UNITED STATES

SECURITIES AND EXCHANGE COMMISSION

Washington, D.C. 20549

 

 

FORM 8-K

 

 

CURRENT REPORT

Pursuant to Section 13 or 15(d)

of the Securities Exchange Act of 1934

Date of Report (Date of earliest event reported) April 12, 2016 (April 8, 2016)

 

 

VITAMIN SHOPPE, INC.

(Exact name of registrant as specified in its charter)

 

 

 

Delaware   001-34507   11-3664322

(State or Other Jurisdiction

of Incorporation)

 

(Commission

File Number)

 

(IRS Employer

Identification No.)

300 Harmon Meadow Blvd.

Secaucus, New Jersey 07094

(Address of Principal Executive Offices, including Zip Code)

(201) 868-5959

(Registrant’s Telephone Number, including Area Code)

Not Applicable

(Former Name or Former Address, if Changed Since Last Report)

 

 

Check the appropriate box below if the Form 8-K filing is intended to simultaneously satisfy the filing obligation of the registrant under any of the following provisions (see General Instruction A.2. below):

 

¨ Written communications pursuant to Rule 425 under the Securities Act (17 CFR 230.425)

 

¨ Soliciting material pursuant to Rule 14a-12 under the Exchange Act (17 CFR 240.14a-12)

 

¨ Pre-commencement communications pursuant to Rule 14d-2(b) under the Exchange Act (17 CFR 240.14d-2(b))

 

¨ Pre-commencement communications pursuant to Rule 13e-4(c) under the Exchange Act (17 CFR 240.13e-4(c))

 

 

 


Item 5.02 Departure of Directors or Certain Officers; Election of Directors; Appointment of Certain Officers; Compensatory Arrangements of Certain Officers.
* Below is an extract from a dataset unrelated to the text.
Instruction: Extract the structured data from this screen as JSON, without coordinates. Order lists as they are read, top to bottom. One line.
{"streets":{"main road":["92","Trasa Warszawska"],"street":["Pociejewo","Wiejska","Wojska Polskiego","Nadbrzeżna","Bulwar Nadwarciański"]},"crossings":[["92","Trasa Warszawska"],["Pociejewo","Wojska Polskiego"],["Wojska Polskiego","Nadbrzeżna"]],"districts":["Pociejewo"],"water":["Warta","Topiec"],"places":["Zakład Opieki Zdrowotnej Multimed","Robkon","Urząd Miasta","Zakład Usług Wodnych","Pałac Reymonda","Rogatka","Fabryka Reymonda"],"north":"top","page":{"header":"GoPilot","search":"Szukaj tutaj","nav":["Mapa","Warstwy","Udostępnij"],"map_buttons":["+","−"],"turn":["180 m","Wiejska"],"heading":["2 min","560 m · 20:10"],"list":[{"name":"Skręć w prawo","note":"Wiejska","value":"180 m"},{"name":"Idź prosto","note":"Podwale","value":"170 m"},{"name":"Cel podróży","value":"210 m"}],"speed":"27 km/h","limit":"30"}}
On April 8, 2016, John Edmondson, a member of the Company’s board of directors since April 2006, notified the Company that he will not stand for re-election when his term expires at the Company’s 2016 annual meeting of stockholders, which is scheduled for June 7, 2016 (the “2016 Annual Meeting”). Mr. Edmondson’s decision not to stand for re-election is not due to any disagreement with the Company on any of the Company’s operations, policies or practices.
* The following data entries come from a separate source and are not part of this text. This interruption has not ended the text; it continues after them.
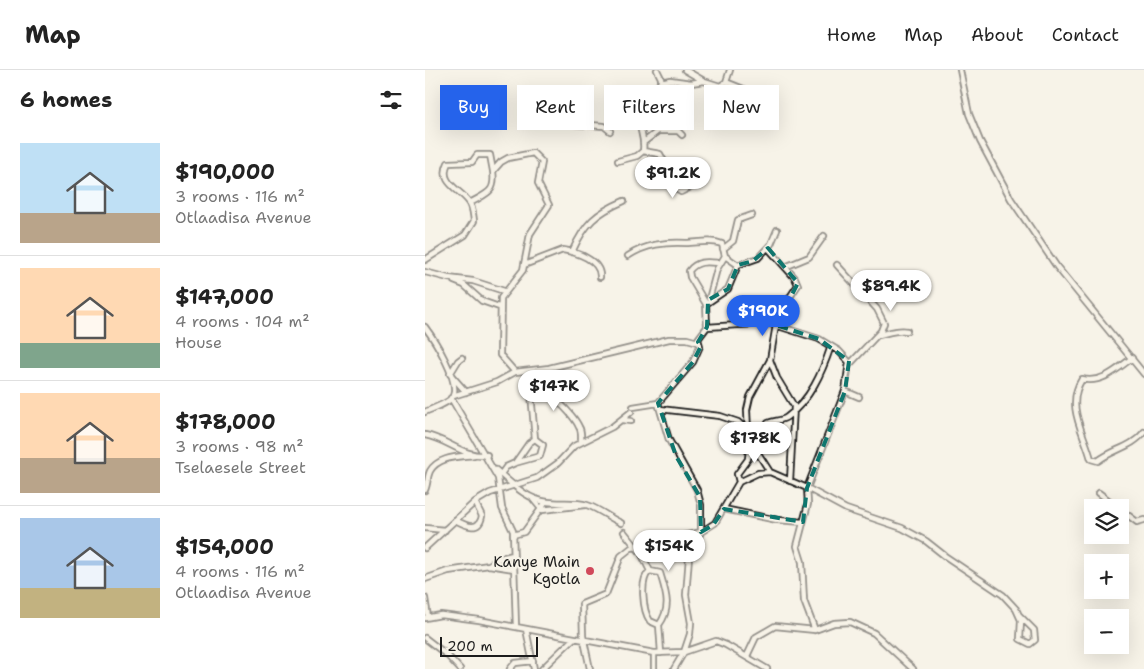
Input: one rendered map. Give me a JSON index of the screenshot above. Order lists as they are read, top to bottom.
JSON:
{
  "places": ["Kanye Main Kgotla"],
  "scale_bar": "200 m",
  "page": {
    "header": "Map",
    "nav": [
      "Home",
      "Map",
      "About",
      "Contact"
    ],
    "heading": "6 homes",
    "chip": [
      "Buy",
      "Rent",
      "Filters",
      "New"
    ],
    "list": [
      {
        "name": "$190,000",
        "note": "3 rooms · 116 m² · Otlaadisa Avenue"
      },
      {
        "name": "$147,000",
        "note": "4 rooms · 104 m² · House"
      },
      {
        "name": "$178,000",
        "note": "3 rooms · 98 m² · Tselaesele Street"
      },
      {
        "name": "$154,000",
        "note": "4 rooms · 116 m² · Otlaadisa Avenue"
      }
    ],
    "price": [
      "$91.2K",
      "$89.4K",
      "$190K",
      "$147K",
      "$178K",
      "$154K"
    ],
    "map_buttons": ["+", "−"],
    "scale": "200 m"
  }
}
On April 11, 2016, Richard Perkal, a member of the Company’s board of directors since November 2002, notified the Company that he will not stand for re-election when his term expires at the Company’s 2016 Annual Meeting. Mr. Perkal’s decision not to stand for re-election is not due to any disagreement with the Company on any of the Company’s operations, policies or practices. Mr. Perkal’s decision was based upon his desire to focus on his new lower middle-market private equity vehicle, Perkal Street Partners.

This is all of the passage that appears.